The Quietus
It happens 1:40 into ‘Cynic’, the third track on Cypro’s I Have Eaten From The Timbrel I Have Drunk From the Cymbal. The hitherto slow shuffle of synthetic chirps and bristles is suddenly wrested apart by an immense kick drum. Equal parts ridiculous and glorious, it flings the song into a banger with such abruptness you want to laugh as much as dance.
Such micro-triumphs of wobbly epiphany dominate this five track EP, the debut from Toronto-based (in her own words) musician, improvisor, producer reluctant composer/sound artist/whatever Mira Martin-Gray’s newest alias.

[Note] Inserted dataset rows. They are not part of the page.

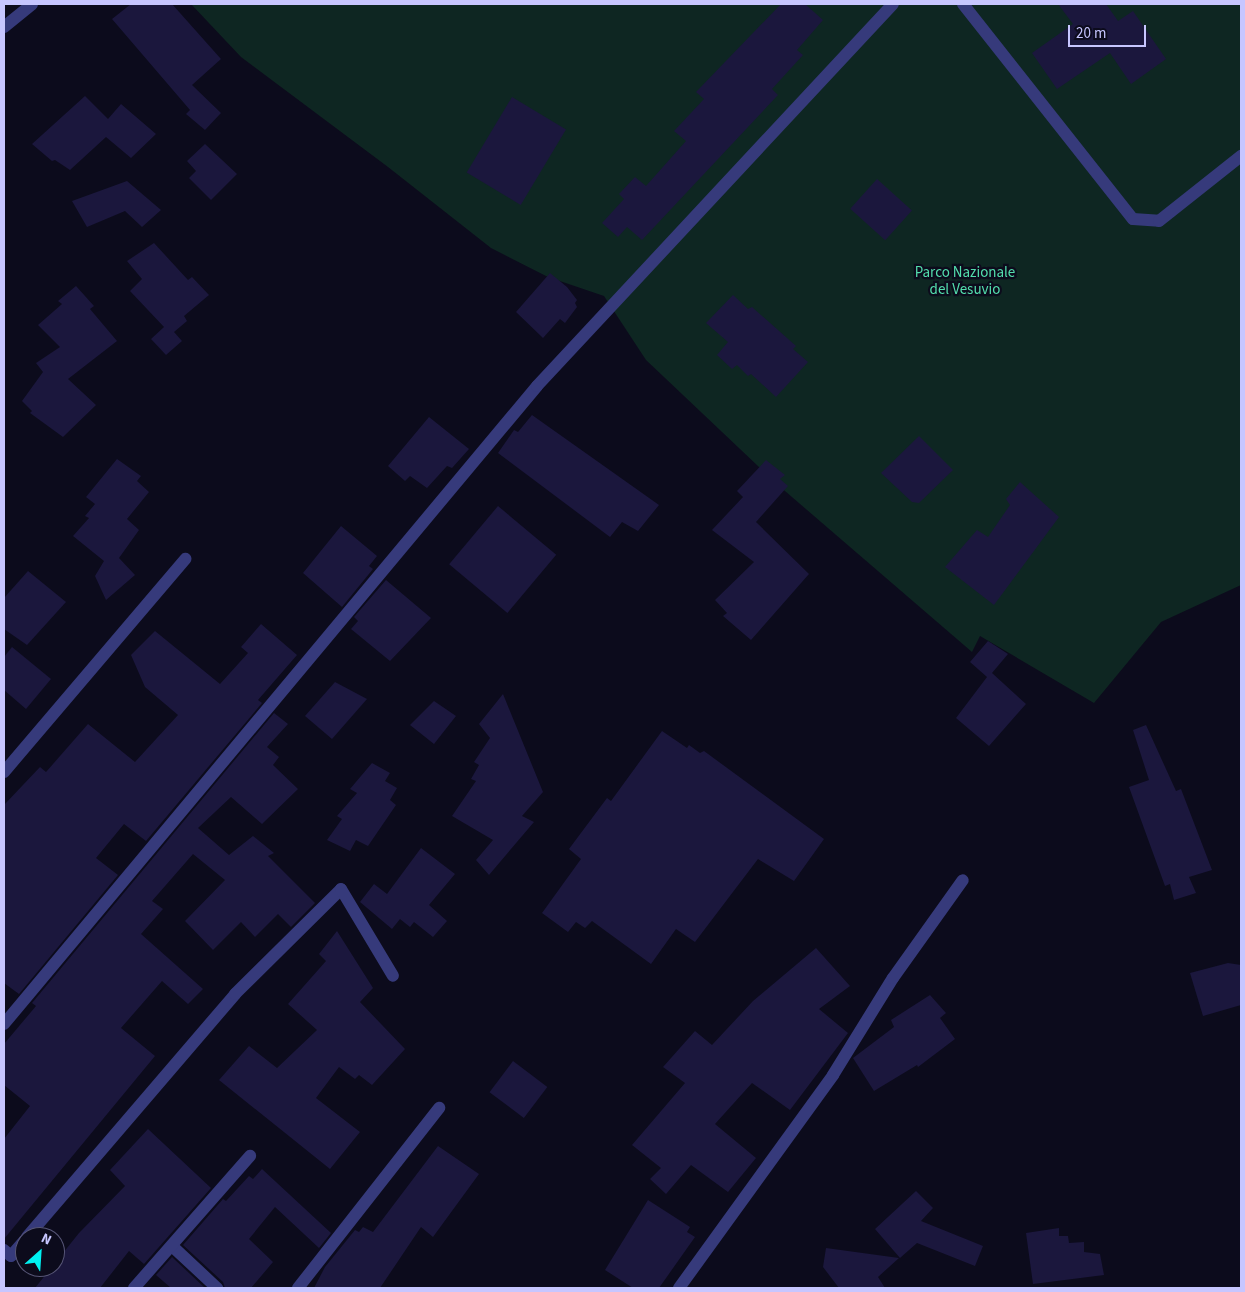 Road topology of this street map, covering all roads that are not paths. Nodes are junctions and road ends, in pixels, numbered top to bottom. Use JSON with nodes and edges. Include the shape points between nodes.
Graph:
{"nodes":[{"id":1,"x":32,"y":4,"type":"edge"},
{"id":2,"x":892,"y":4,"type":"edge"},
{"id":3,"x":963,"y":4,"type":"edge"},
{"id":4,"x":4,"y":27,"type":"edge"},
{"id":5,"x":1241,"y":156,"type":"edge"},
{"id":6,"x":185,"y":559,"type":"dead end"},
{"id":7,"x":4,"y":772,"type":"edge"},
{"id":8,"x":963,"y":880,"type":"dead end"},
{"id":9,"x":393,"y":976,"type":"dead end"},
{"id":10,"x":4,"y":1024,"type":"edge"},
{"id":11,"x":439,"y":1108,"type":"dead end"},
{"id":12,"x":250,"y":1156,"type":"dead end"},
{"id":13,"x":35,"y":1227,"type":"edge"},
{"id":14,"x":172,"y":1246,"type":"junction"},
{"id":15,"x":134,"y":1288,"type":"edge"},
{"id":16,"x":216,"y":1288,"type":"edge"},
{"id":17,"x":298,"y":1288,"type":"edge"},
{"id":18,"x":679,"y":1288,"type":"edge"}],
"edges":[{"from":1,"to":4,"type":"street"},
{"from":2,"to":10,"type":"street","via":[[537,386]]},
{"from":3,"to":5,"type":"street","via":[[1133,219],[1159,221]]},
{"from":6,"to":7,"type":"street"},
{"from":8,"to":18,"type":"street","via":[[893,978],[833,1075]]},
{"from":9,"to":13,"type":"street","via":[[341,890],[235,994]]},
{"from":11,"to":17,"type":"street"},
{"from":12,"to":14,"type":"street"},
{"from":14,"to":15,"type":"street"},
{"from":14,"to":16,"type":"street"}]}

Taut grooves of tweezered percussion unbuckle into flapping squelches, acid bass erupts into bouncing layers of interweaving melody, sleek lines and genteel pulses eschewed for a buoyant, wonky, polymetric grace.

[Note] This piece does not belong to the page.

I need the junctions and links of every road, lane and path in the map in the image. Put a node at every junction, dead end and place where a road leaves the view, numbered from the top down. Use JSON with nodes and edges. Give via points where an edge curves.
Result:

In her book You’re History, Lesley Chow explores the “strange specificity” which makes great pop songs great. The anomalies and abrasions which defy logic yet somehow succeed in pop’s weird alchemy. There seems to be an admiration for those same inexplicably affecting moments of quirkiness seeping through Cypro’s instrumentals. Her beat science and off-balance melodies toying with that off-kilter, life affirming oddness.

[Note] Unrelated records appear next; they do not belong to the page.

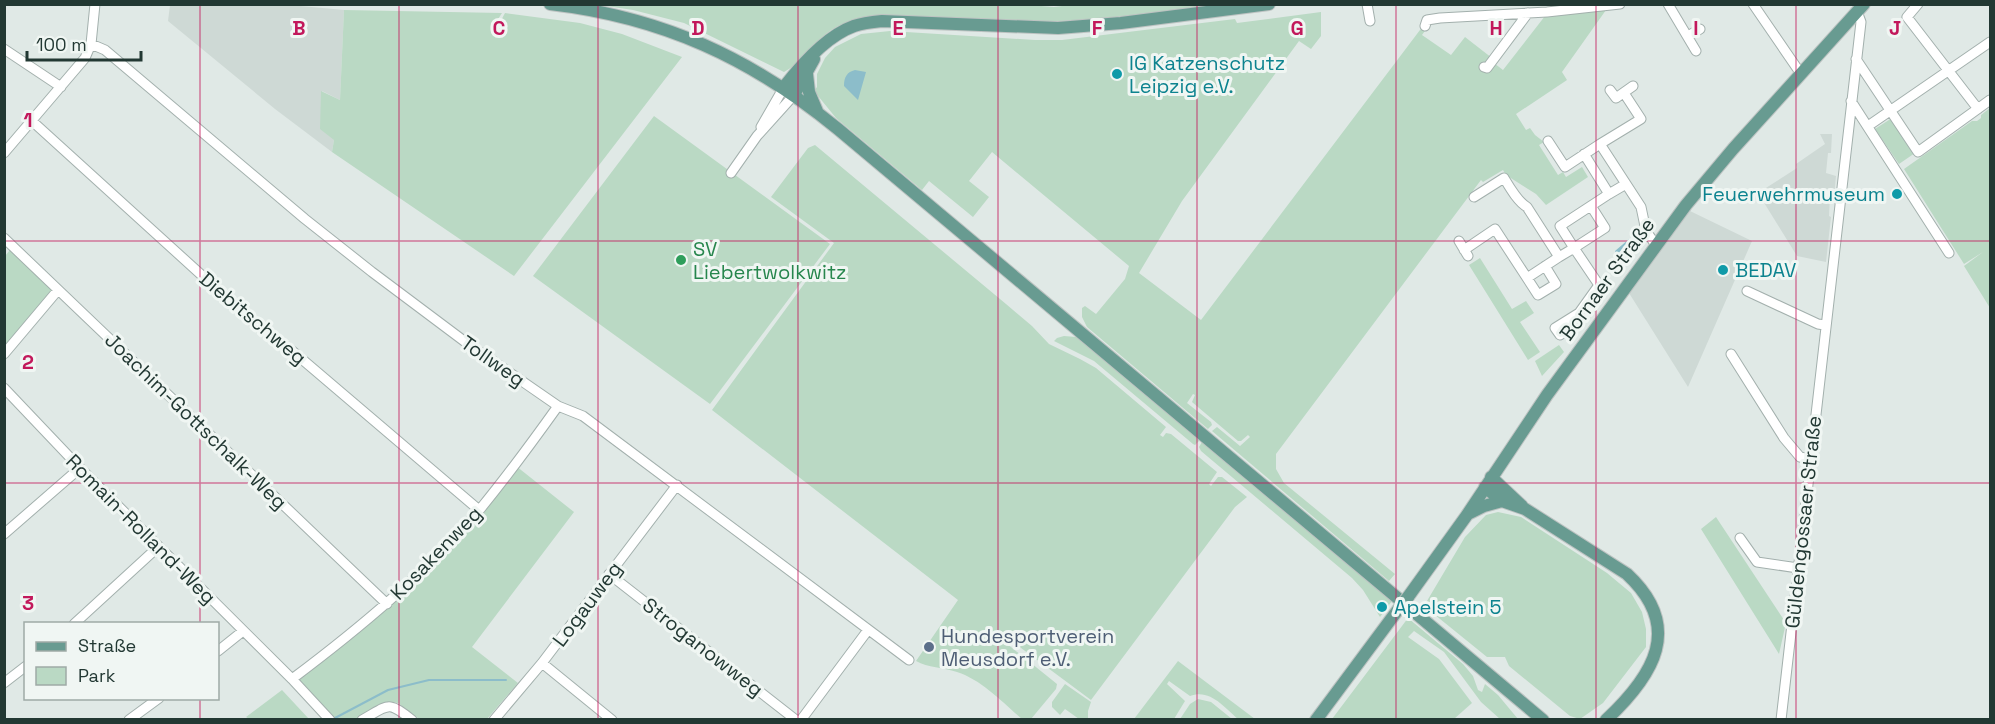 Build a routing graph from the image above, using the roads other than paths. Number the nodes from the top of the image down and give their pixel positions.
1 (95, 4) edge
2 (550, 4) edge
3 (1269, 4) edge
4 (1367, 4) edge
5 (1620, 4) edge
6 (1668, 4) edge
7 (1753, 4) edge
8 (1918, 4) edge
9 (1861, 9) edge
10 (1528, 13) junction
11 (1370, 21) dead end
12 (1426, 23) dead end
13 (1700, 29) dead end
14 (1688, 36) junction
15 (1990, 42) edge
16 (91, 44) junction
17 (4, 49) edge
18 (819, 50) junction
19 (1696, 51) dead end
20 (1856, 58) junction
21 (1484, 67) dead end
22 (1949, 71) junction
23 (807, 74) junction
24 (1801, 74) junction
25 (1634, 86) dead end
26 (61, 87) junction
27 (1610, 90) dead end
28 (789, 91) junction
29 (1624, 93) junction
30 (1990, 100) edge
31 (1851, 101) junction
32 (1978, 109) junction
33 (1890, 111) junction
34 (817, 112) junction
35 (32, 121) junction
36 (1868, 126) junction
37 (1548, 141) dead end
38 (1600, 144) junction
39 (4, 153) edge
40 (1584, 154) junction
41 (730, 173) dead end
42 (1626, 184) junction
43 (1610, 194) junction
44 (1474, 197) dead end
45 (1591, 206) junction
46 (4, 238) edge
47 (1656, 245) junction
48 (1574, 248) junction
49 (1464, 249) dead end
50 (1949, 253) dead end
51 (1559, 257) junction
52 (1545, 266) junction
53 (1527, 278) junction
54 (58, 290) junction
55 (1747, 291) dead end
56 (1563, 322) dead end
57 (1826, 325) junction
58 (4, 354) edge
59 (1731, 354) dead end
60 (4, 388) edge
61 (558, 406) junction
62 (1810, 459) junction
63 (80, 468) junction
64 (1488, 482) junction
65 (677, 485) junction
66 (1502, 501) junction
67 (479, 510) junction
68 (1525, 510) junction
69 (1467, 515) junction
70 (4, 534) edge
71 (1740, 538) dead end
72 (158, 547) junction
73 (1798, 568) junction
74 (609, 574) junction
75 (387, 604) junction
76 (76, 622) edge
77 (868, 630) junction
78 (243, 631) junction
79 (219, 650) edge
80 (909, 660) dead end
81 (542, 663) junction
82 (24, 668) edge
83 (291, 679) junction
84 (4, 683) edge
85 (158, 700) edge
86 (1613, 715) edge
87 (129, 720) edge
88 (330, 720) edge
89 (362, 720) edge
90 (412, 720) edge
91 (494, 720) edge
92 (612, 720) edge
93 (799, 720) edge
94 (1316, 720) edge
95 (1543, 720) edge
96 (1606, 720) edge
97 (1781, 720) edge

1 - 16 street
2 - 28 main road
3 - 18 main road
4 - 11 street
5 - 10 street
6 - 14 street
7 - 24 street
8 - 22 street
9 - 20 street, Güldengossaer Straße
9 - 24 main road, Bornaer Straße
10 - 12 street
10 - 21 street
13 - 14 street
14 - 19 street
15 - 22 street
16 - 26 street
16 - 61 street, Tollweg
17 - 26 street
18 - 23 main road
18 - 28 main road
20 - 31 street, Güldengossaer Straße
20 - 33 street
22 - 32 street
22 - 33 street
23 - 28 main road
23 - 34 main road
24 - 47 main road, Bornaer Straße
25 - 29 street
26 - 35 street
27 - 29 street
28 - 34 main road
28 - 41 street
29 - 38 street
30 - 32 street
31 - 36 street
31 - 57 street, Güldengossaer Straße
32 - 33 street
33 - 36 street
34 - 95 main road
35 - 39 street
35 - 67 street, Diebitschweg
36 - 50 street
37 - 40 street
38 - 40 street
38 - 42 street
40 - 43 street
42 - 43 street
42 - 47 street
43 - 45 street
44 - 51 street
45 - 48 street
45 - 48 street
46 - 54 street, Joachim-Gottschalk-Weg
47 - 64 main road, Bornaer Straße
48 - 51 street
48 - 56 street
49 - 53 street
51 - 52 street
52 - 53 street
52 - 53 street
54 - 58 street
54 - 75 street, Joachim-Gottschalk-Weg
55 - 57 street
57 - 62 street, Güldengossaer Straße
59 - 62 street
60 - 63 street, Romain-Rolland-Weg
61 - 65 street, Tollweg
61 - 67 street, Kosakenweg
62 - 73 street, Güldengossaer Straße
63 - 70 street
63 - 72 street, Romain-Rolland-Weg
64 - 66 main road
64 - 68 main road
64 - 69 main road, Bornaer Straße
65 - 74 street, Logauweg
65 - 77 street, Tollweg
66 - 68 main road
66 - 69 main road
67 - 75 street, Kosakenweg
68 - 86 main road
69 - 94 main road, Bornaer Straße
71 - 73 street
72 - 76 street
72 - 78 street, Romain-Rolland-Weg
73 - 97 street, Güldengossaer Straße
74 - 81 street, Logauweg
74 - 93 street, Stroganowweg
75 - 83 street, Kosakenweg
77 - 80 street, Tollweg
77 - 93 street
78 - 79 street
78 - 83 street, Romain-Rolland-Weg
81 - 91 street, Logauweg
81 - 92 street
82 - 84 street
83 - 88 street, Romain-Rolland-Weg
85 - 87 street
86 - 96 main road
89 - 90 street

This isn’t to say I Have Eaten… is a slapstick mess. Composed and performed entirely on a Roland SH-101, a synth from the eighties which found its way into a slew of house and techno in the nineties, the vast array of textures Martin-Gray crafts reveals a deft touch and sensitivity to sound design. This is clearest on album closer ‘Cybele’, where flute sounds duel with bleeps, crescendoing like some machine powered fairy tale rave. The machine’s idiosyncrasies and limitations become sign posts for Martin-Gray to explore strange sonic avenues, but for all of their weirdness each of these tracks could be a certified dance floor weapon for the right DJ.
It marks another fascinating step in Martin-Gray’s ongoing experimentation with rhythm, blurring and ultimately dissolving the boundary between beats, patterns and textures. On last year’s ‘Stick Control For The Air Drummer’, she programmed drummer drills into a drum machine and fired them at a snare prepared with steel balls and earrings, triggering a levitating symphony of serene vibration. 2019’s ‘Out Of Body Out Of Work’ meanwhile, utilised nothing more than mixer feedback to conjure a beguiling world of speaker bending sound. Her process seems like the direct inverse to planned obsolescence. Recycling isn’t quite the right word, as it triggers associations of retro and nostalgia. Rather, she seems to defy redundancy by hacking new possibilities from a machine beyond what’s been inscribed into it through history, routine and design. The same method burns through I Have Eaten…. A single synth acting as conduit to a joyously vivid world of sounds which is anything but austere.